From the entries below, pull out each line where "junction" appears.

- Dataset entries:
····················
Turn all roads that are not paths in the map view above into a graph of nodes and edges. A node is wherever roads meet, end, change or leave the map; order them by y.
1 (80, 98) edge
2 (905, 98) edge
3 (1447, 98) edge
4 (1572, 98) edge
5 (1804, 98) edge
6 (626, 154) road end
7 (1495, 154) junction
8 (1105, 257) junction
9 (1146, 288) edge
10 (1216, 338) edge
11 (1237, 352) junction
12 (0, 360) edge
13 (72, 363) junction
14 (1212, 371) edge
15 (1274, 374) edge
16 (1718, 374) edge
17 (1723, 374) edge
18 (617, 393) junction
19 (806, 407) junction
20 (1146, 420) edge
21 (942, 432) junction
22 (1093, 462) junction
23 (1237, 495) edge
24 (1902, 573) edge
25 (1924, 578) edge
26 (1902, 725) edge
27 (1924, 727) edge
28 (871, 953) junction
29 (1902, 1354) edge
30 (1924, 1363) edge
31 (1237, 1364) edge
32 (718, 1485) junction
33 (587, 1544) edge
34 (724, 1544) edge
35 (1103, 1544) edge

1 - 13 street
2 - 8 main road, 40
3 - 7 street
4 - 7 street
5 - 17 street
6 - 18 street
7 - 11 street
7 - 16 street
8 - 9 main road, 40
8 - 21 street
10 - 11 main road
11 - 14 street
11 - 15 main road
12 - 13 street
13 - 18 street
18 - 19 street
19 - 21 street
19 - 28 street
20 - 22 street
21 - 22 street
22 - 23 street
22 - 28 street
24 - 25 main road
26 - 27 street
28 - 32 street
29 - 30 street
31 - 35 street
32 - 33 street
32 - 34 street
····················
- Output of the task:
7 (1495, 154) junction
8 (1105, 257) junction
11 (1237, 352) junction
13 (72, 363) junction
18 (617, 393) junction
19 (806, 407) junction
21 (942, 432) junction
22 (1093, 462) junction
28 (871, 953) junction
32 (718, 1485) junction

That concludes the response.